[Collected data]
┌──

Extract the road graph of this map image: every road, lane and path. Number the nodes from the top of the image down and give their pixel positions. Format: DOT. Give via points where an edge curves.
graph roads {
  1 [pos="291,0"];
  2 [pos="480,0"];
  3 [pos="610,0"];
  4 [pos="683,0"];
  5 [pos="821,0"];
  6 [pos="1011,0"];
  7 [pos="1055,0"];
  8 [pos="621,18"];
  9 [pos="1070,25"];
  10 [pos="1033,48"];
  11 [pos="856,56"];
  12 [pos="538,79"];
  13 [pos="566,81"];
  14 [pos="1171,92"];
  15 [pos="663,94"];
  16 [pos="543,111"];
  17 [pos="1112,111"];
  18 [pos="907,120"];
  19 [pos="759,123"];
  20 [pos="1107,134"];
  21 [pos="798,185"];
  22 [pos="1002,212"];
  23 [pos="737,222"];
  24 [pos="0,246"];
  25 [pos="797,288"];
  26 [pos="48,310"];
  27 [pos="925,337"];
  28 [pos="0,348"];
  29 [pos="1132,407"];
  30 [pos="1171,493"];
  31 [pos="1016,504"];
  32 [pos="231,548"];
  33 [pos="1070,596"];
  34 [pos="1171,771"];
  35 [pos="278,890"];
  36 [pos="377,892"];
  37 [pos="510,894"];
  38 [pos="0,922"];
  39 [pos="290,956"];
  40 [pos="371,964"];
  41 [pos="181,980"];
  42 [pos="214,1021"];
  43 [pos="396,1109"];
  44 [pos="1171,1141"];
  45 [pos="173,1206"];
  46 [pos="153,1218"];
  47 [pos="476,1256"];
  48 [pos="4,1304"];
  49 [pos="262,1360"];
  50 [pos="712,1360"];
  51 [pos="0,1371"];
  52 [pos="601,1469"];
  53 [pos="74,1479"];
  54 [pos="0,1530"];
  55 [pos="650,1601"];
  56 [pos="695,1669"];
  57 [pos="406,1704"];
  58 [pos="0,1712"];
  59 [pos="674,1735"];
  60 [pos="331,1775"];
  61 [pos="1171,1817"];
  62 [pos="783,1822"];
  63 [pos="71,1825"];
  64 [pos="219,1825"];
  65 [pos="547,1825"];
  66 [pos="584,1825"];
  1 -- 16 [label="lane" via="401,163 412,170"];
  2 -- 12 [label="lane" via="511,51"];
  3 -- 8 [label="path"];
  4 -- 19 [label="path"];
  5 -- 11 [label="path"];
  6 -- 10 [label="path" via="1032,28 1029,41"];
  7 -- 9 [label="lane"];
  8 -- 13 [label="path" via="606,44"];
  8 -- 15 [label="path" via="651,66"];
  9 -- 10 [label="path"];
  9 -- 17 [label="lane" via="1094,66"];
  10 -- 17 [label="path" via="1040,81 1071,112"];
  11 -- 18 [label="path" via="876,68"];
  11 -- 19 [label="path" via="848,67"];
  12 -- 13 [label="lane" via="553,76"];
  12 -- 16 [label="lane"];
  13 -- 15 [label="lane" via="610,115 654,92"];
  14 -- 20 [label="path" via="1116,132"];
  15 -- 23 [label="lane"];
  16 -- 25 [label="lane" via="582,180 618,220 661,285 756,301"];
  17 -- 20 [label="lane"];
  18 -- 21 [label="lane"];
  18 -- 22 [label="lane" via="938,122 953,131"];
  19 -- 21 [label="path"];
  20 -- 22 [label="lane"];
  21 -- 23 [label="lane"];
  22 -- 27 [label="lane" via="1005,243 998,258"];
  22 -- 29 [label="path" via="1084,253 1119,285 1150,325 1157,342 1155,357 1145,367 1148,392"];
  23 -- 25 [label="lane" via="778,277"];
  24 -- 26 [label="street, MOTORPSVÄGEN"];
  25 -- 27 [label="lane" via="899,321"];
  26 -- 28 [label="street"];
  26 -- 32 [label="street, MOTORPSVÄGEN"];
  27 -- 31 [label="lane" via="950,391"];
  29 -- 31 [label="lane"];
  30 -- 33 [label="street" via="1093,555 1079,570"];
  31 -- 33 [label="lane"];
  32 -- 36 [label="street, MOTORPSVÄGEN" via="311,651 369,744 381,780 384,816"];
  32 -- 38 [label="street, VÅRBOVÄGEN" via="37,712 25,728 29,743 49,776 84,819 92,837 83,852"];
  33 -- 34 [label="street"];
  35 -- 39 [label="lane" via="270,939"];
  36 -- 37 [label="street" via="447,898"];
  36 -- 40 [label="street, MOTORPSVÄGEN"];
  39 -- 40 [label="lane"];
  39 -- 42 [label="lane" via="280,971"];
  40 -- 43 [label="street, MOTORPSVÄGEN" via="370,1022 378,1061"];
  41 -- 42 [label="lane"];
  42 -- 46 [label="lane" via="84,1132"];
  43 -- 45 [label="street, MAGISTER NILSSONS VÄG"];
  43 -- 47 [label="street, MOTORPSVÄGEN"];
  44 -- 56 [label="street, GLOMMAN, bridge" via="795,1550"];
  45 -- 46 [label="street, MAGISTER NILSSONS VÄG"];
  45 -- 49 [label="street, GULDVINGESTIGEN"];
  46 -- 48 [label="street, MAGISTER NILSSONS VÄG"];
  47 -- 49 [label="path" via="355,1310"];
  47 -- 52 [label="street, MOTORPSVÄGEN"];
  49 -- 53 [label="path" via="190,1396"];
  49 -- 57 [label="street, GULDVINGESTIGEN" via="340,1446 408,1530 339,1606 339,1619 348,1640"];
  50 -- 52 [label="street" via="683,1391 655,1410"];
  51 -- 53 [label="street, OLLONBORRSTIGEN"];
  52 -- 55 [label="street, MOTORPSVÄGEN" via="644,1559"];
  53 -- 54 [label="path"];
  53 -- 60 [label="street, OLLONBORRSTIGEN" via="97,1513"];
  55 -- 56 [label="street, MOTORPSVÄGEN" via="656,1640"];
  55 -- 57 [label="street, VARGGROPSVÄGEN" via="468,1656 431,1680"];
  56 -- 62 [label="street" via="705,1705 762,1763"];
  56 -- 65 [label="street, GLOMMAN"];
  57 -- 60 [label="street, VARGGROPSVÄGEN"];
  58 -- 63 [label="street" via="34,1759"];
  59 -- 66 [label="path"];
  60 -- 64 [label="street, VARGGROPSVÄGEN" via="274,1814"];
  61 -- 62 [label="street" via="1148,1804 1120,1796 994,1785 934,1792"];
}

└──

For each line above that includes "graph", make a copy.

Extract the road graph of this map image: every road, lane and path. Number the nodes from the top of the image down and give their pixel positions. Format: DOT. Give via points where an edge curves.
graph roads {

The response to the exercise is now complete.